Pet names should reflect your lifestyle, your pet’s personality or your expectations for him or her. Explore your interests. Favorite television shows, movies, plays, actors and characters are fertile areas for ideas. For example, “Cujo” became hugely popular after the Steven King novel and subsequent movie.
- For art lovers, potential puppy names include Frida or Kahlo for a female, Van Gogh or Picasso for a male.
- Surfers may end up with a Halfpipe or Point Break (inevitably shortened to Pointer).
- Computer whizzes may call their dog Linux, ASCII or Qwerty.
- Sci-Fi enthusiasts might consider Yoda, ET or Vincent. And you can bet a slew of Lord of the Rings dog and puppy names are popping up across the whole of the shire.
- Fans of space exploration might have a Sputnik or a Hubble.
- Are you a geography buff? Consider favorite countries or cities as your source of inspiration: Kenya, Bermuda, Sicily, Cairo, Milano or Victoria, for instance.
- Orthopedic surgeons might look to their career for inspiration and have a Radius, Scapula or Tarsus.
- For gourmets, Couscous, Chutney and Salsa are on the menu.
- One of the most relied upon sources for puppy names are favorite musical bands and singers of today and yesteryear: Ol’ Blue Eyes, Elvis, Ringo and Dylan dot the charts of popular dog monikers.
- Cartoons are an excellent source of pet names: animated cartoon characters like Scooby Doo and Casper (for white pets), and Dilbert and Dogbert.
- And don’t forget Super Heroes! Having a Captain America or Batman around as a security watch-pet wouldn’t be a bad thing, would it?
If you have a multi-pet household consider this:
- For a pair try Bert and Ernie, Fred and Ginger (or Wilma), Cayenne and Pepper or Teeter and Totter.
- For a trio, try Peanut, Butter and Jelly; Duchess, Princess and King; or Daisy, Lily and Petunia.
Using Heritage for Inspiration
Have you ever noticed how certain dog breeds cry out for particular names? For example, those ringing with the sounds of France work well for Poodles: Clarisse or Yolanda for a girl, Pierre or Marcel for a boy.
Poodles, by the way, were originally bred as a duck hunting water dog; sort of an unglamorous beginning for such an elegant breed.
Other French breeds are the Papillon, French Bulldog, Bouvier des Flandres, Bichon Frisé, and Briard.
German dog names are appropriate for Shepherds, Dachshunds, Rottweilers, Short and Wirehaired Pointers, Weimaraners, Doberman Pinschers and Schnauzers.
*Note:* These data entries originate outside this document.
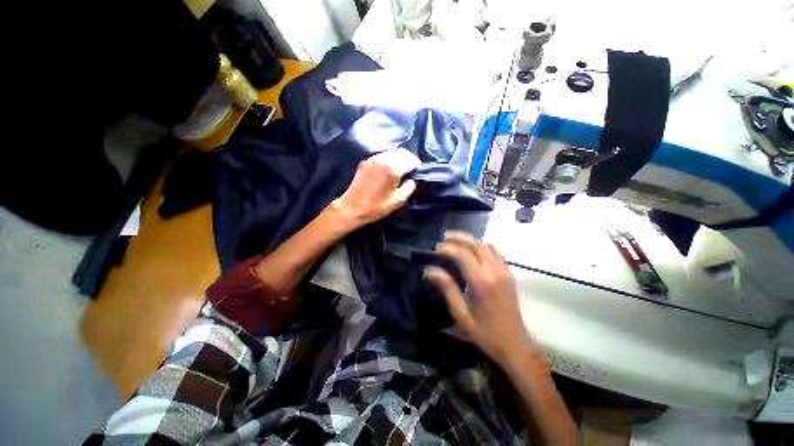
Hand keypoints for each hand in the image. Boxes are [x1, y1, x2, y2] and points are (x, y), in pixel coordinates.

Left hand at [331, 148, 420, 228]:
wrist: (352, 208)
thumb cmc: (376, 206)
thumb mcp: (398, 200)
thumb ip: (409, 187)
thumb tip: (411, 179)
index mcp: (392, 168)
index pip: (410, 160)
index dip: (416, 166)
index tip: (417, 172)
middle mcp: (383, 159)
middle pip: (402, 152)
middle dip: (409, 159)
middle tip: (411, 169)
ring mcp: (373, 159)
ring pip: (392, 152)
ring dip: (399, 158)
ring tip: (401, 169)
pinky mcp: (366, 162)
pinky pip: (382, 155)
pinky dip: (389, 159)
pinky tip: (389, 169)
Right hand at [426, 232, 532, 365]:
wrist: (515, 345)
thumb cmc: (485, 333)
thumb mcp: (461, 313)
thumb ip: (446, 288)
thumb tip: (429, 270)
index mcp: (482, 282)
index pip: (463, 254)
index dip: (447, 248)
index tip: (435, 249)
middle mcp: (495, 271)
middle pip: (476, 244)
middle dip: (459, 238)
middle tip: (444, 238)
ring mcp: (505, 271)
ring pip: (487, 245)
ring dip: (471, 241)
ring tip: (456, 243)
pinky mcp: (509, 274)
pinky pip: (496, 253)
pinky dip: (483, 247)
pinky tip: (474, 252)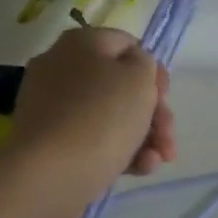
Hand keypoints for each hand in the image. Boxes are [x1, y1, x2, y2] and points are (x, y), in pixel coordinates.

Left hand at [7, 28, 176, 217]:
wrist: (51, 173)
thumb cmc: (102, 117)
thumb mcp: (139, 78)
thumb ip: (144, 64)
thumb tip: (132, 72)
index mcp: (81, 43)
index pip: (127, 45)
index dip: (154, 71)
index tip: (165, 98)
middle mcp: (61, 68)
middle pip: (121, 85)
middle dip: (153, 114)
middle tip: (167, 139)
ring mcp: (52, 107)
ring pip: (110, 117)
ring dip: (142, 138)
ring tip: (155, 162)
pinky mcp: (50, 142)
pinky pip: (92, 140)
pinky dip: (118, 153)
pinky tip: (138, 170)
Consider Guenther or Sergius for a boy, Frieda or Leisel for a girl.
Possible Italian dog names for an Italian Greyhound or Spinone are Marco or Flavio, Isabella or Bettina.
Did You Know . . .
The Italian Greyhound isn’t really Italian. The breed has its origins in the Mediterranean basin, possibly in the area of present day Greece and Turkey. These miniature greyhounds earned their name in the 16th century when the dogs became very popular in Italy.
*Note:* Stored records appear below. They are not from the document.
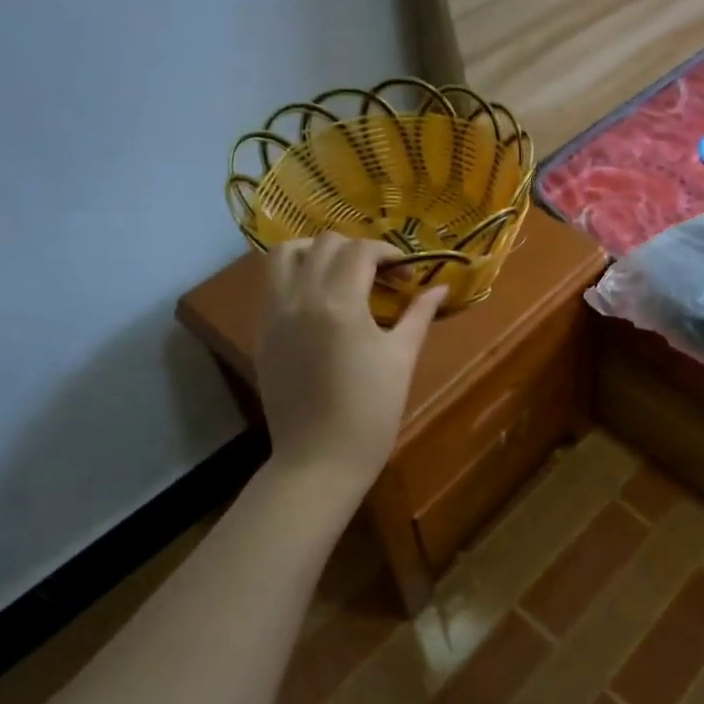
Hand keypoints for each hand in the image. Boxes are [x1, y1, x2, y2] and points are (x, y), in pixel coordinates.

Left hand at [255, 234, 444, 492]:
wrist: (319, 459)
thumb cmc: (371, 411)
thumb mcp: (402, 358)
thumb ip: (419, 314)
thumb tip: (441, 287)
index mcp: (339, 303)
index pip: (360, 251)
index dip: (388, 253)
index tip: (406, 273)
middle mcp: (300, 298)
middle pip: (323, 243)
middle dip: (356, 249)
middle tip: (379, 275)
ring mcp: (274, 315)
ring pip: (284, 255)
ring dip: (315, 252)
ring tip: (340, 274)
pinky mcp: (261, 333)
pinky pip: (271, 285)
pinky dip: (294, 276)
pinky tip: (318, 301)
Here are more dog names suggestive of their geographic origins:
- Dogs of breeds originating in the British Isles, such as the Cocker Spaniel, Welsh Corgi, Sheepdog, Mastiff and Whippet might do well with Winston or Spencer, Lillian or Hazel.
- Gillean and Mollie are beautiful Scottish dog names for girls. For boy dogs, consider Brody or Murray. Scottish dogs include the Scottish Terrier (Scottie), the West Highland Terrier, the Deerhound and the Gordon Setter.
- Declan and Shamus, Caitlin and Kerry-Ann are Irish names to consider if you have a Kerry Blue Spaniel, Irish Wolfhound or Irish Setter.
- Japanese dog names, such as Nanako and Kyoto are suitable for breeds of Japanese heritage, including the Akita, Shiba, and Japanese Chin.
- Names with the feel of the Far East are suitable for such breeds as the Shih Tzu, Kuvasz, Lhasa Apso, Chow Chow, Pug, and Pekingese. How about Chen or Liang for a girl, Bao or Jun for a boy?
- Middle-Eastern dog breeds such as the Samoyed and Afghan Hound may be suited for Abi or Sofya for a girl, Zeki or Rashid for a boy.
- Getting a puppy of Egyptian heritage? Perhaps an Ibizan, Borzoi, Saluki, Basenji, or Greyhound? Consider Hathor or Tahemet for a girl, Amun or Seti for a boy.
- For the strong and sturdy Husky and Malamute breeds, Alaskan dog names are appropriate. Central Yup’ik is the most common language spoken by the native peoples of Alaska. Popular dog names among these peoples include Taqukaq (grizzly bear), Ataneq (king), and Panik (daughter).
You get the idea. The most important component is to pick something you enjoy and can identify with. Your dog, after all, doesn’t really care what his or her name is, as long as you say it with love in your voice.